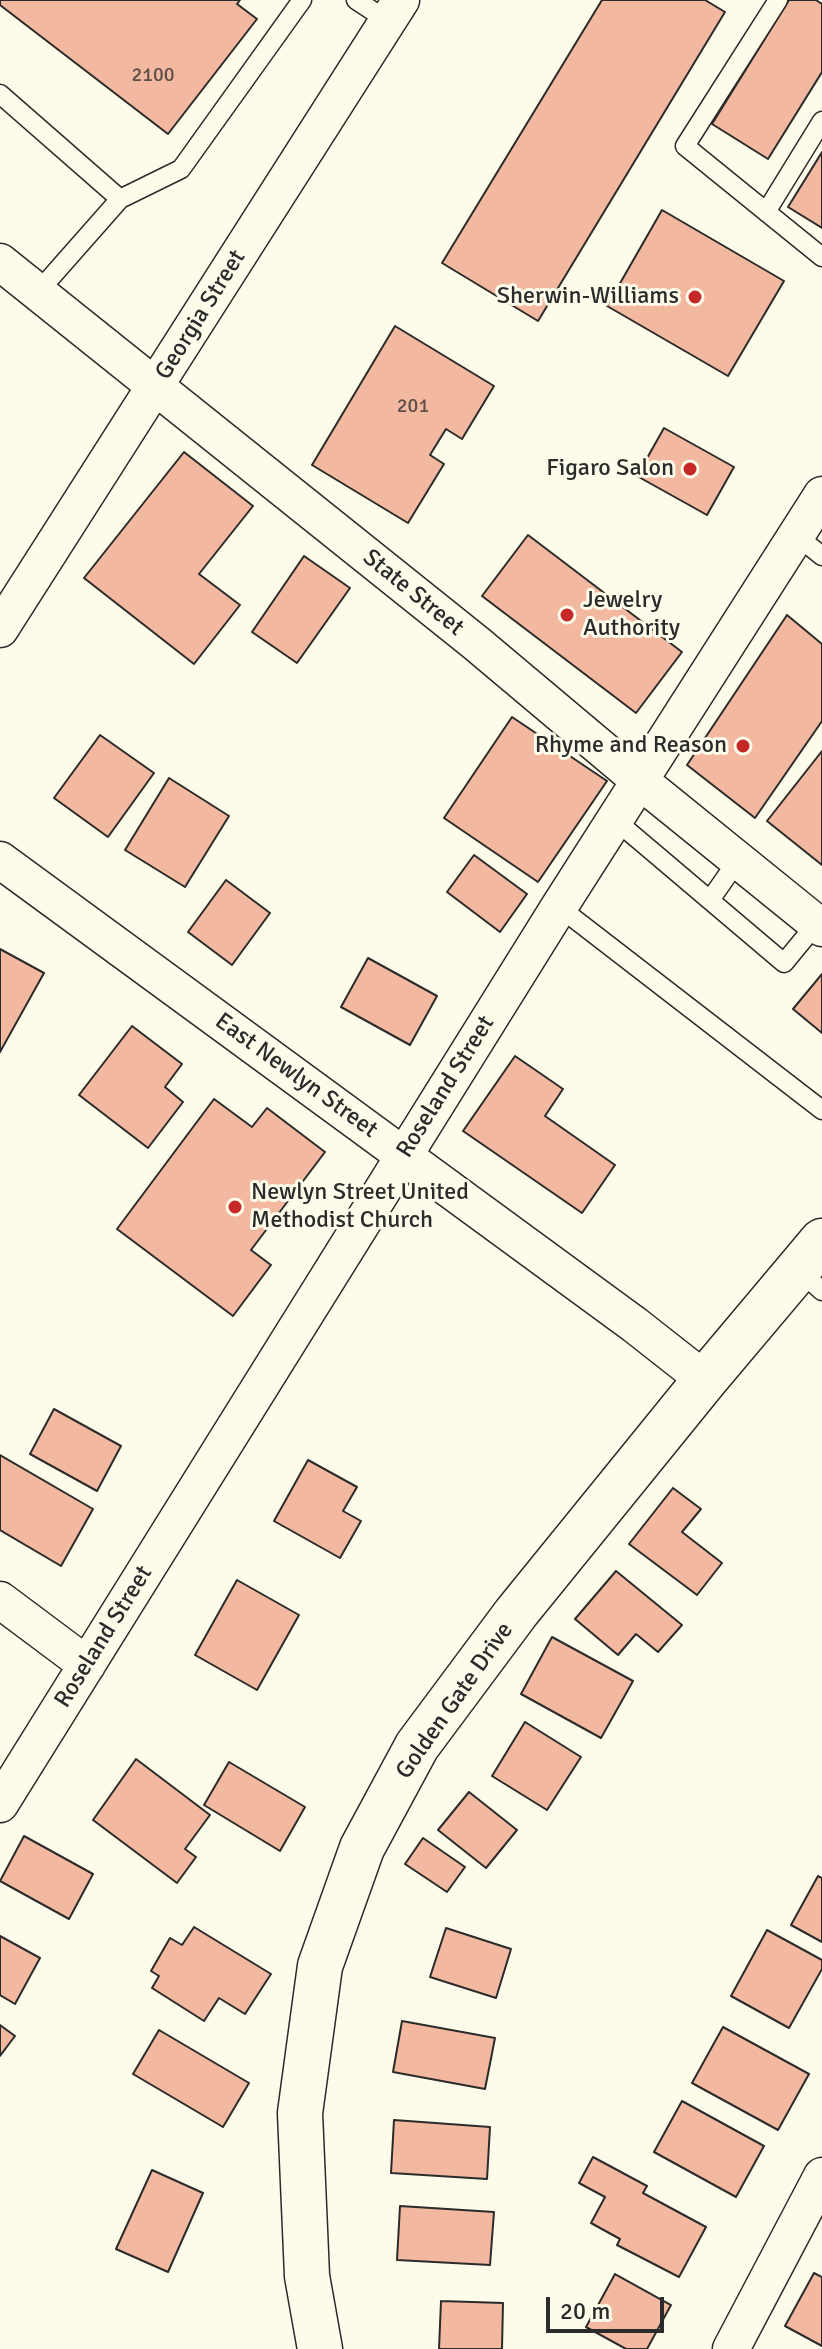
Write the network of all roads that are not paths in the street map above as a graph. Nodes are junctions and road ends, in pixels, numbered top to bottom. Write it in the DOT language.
graph roads {
  1 [pos="302,0"];
  2 [pos="356,0"];
  3 [pos="778,0"];
  4 [pos="394,10"];
  5 [pos="0,94"];
  6 [pos="822,121"];
  7 [pos="120,199"];
  8 [pos="766,212"];
  9 [pos="822,257"];
  10 [pos="0,262"];
  11 [pos="38,292"];
  12 [pos="156,386"];
  13 [pos="822,495"];
  14 [pos="809,546"];
  15 [pos="0,629"];
  16 [pos="639,780"];
  17 [pos="614,819"];
  18 [pos="0,860"];
  19 [pos="738,860"];
  20 [pos="710,900"];
  21 [pos="559,907"];
  22 [pos="819,926"];
  23 [pos="822,1110"];
  24 [pos="403,1154"];
  25 [pos="814,1267"];
  26 [pos="705,1380"];
  27 [pos="0,1600"];
  28 [pos="87,1665"];
  29 [pos="0,1804"];
  30 [pos="822,2176"];
  31 [pos="320,2349"];
  32 [pos="731,2349"];
  1 -- 7 [label="lane"];
  2 -- 4 [label="lane"];
  3 -- 8 [label="lane"];
  4 -- 12 [label="street, Georgia Street"];
  5 -- 7 [label="lane"];
  6 -- 8 [label="lane"];
  7 -- 11 [label="lane"];
  8 -- 9 [label="lane"];
  10 -- 11 [label="street, State Street"];
  11 -- 12 [label="street, State Street"];
  12 -- 15 [label="street, Georgia Street"];
  12 -- 16 [label="street, State Street"];
  13 -- 14 [label="street, Roseland Street"];
  14 -- 16 [label="street, Roseland Street"];
  16 -- 17 [label="street, Roseland Street"];
  16 -- 19 [label="street, State Street"];
  17 -- 20 [label="lane"];
  17 -- 21 [label="street, Roseland Street"];
  18 -- 24 [label="street, East Newlyn Street"];
  19 -- 20 [label="lane"];
  19 -- 22 [label="street, State Street"];
  20 -- 22 [label="lane"];
  21 -- 23 [label="lane"];
  21 -- 24 [label="street, Roseland Street"];
  24 -- 26 [label="street, East Newlyn Street"];
  24 -- 28 [label="street, Roseland Street"];
  25 -- 26 [label="street, Golden Gate Drive"];
  26 -- 31 [label="street, Golden Gate Drive"];
  27 -- 28 [label="street"];
  28 -- 29 [label="street, Roseland Street"];
  30 -- 32 [label="street"];
}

★ ★ ★

» **Assignment**:
From the first line to the last, return the material above exactly, apart from the pictures.

» **Solution for this task**:
Write the network of all roads that are not paths in the street map above as a graph. Nodes are junctions and road ends, in pixels, numbered top to bottom. Write it in the DOT language.
graph roads {
  1 [pos="302,0"];
  2 [pos="356,0"];
  3 [pos="778,0"];
  4 [pos="394,10"];
  5 [pos="0,94"];
  6 [pos="822,121"];
  7 [pos="120,199"];
  8 [pos="766,212"];
  9 [pos="822,257"];
  10 [pos="0,262"];
  11 [pos="38,292"];
  12 [pos="156,386"];
  13 [pos="822,495"];
  14 [pos="809,546"];
  15 [pos="0,629"];
  16 [pos="639,780"];
  17 [pos="614,819"];
  18 [pos="0,860"];
  19 [pos="738,860"];
  20 [pos="710,900"];
  21 [pos="559,907"];
  22 [pos="819,926"];
  23 [pos="822,1110"];
  24 [pos="403,1154"];
  25 [pos="814,1267"];
  26 [pos="705,1380"];
  27 [pos="0,1600"];
  28 [pos="87,1665"];
  29 [pos="0,1804"];
  30 [pos="822,2176"];
  31 [pos="320,2349"];
  32 [pos="731,2349"];
  1 -- 7 [label="lane"];
  2 -- 4 [label="lane"];
  3 -- 8 [label="lane"];
  4 -- 12 [label="street, Georgia Street"];
  5 -- 7 [label="lane"];
  6 -- 8 [label="lane"];
  7 -- 11 [label="lane"];
  8 -- 9 [label="lane"];
  10 -- 11 [label="street, State Street"];
  11 -- 12 [label="street, State Street"];
  12 -- 15 [label="street, Georgia Street"];
  12 -- 16 [label="street, State Street"];
  13 -- 14 [label="street, Roseland Street"];
  14 -- 16 [label="street, Roseland Street"];
  16 -- 17 [label="street, Roseland Street"];
  16 -- 19 [label="street, State Street"];
  17 -- 20 [label="lane"];
  17 -- 21 [label="street, Roseland Street"];
  18 -- 24 [label="street, East Newlyn Street"];
  19 -- 20 [label="lane"];
  19 -- 22 [label="street, State Street"];
  20 -- 22 [label="lane"];
  21 -- 23 [label="lane"];
  21 -- 24 [label="street, Roseland Street"];
  24 -- 26 [label="street, East Newlyn Street"];
  24 -- 28 [label="street, Roseland Street"];
  25 -- 26 [label="street, Golden Gate Drive"];
  26 -- 31 [label="street, Golden Gate Drive"];
  27 -- 28 [label="street"];
  28 -- 29 [label="street, Roseland Street"];
  30 -- 32 [label="street"];
}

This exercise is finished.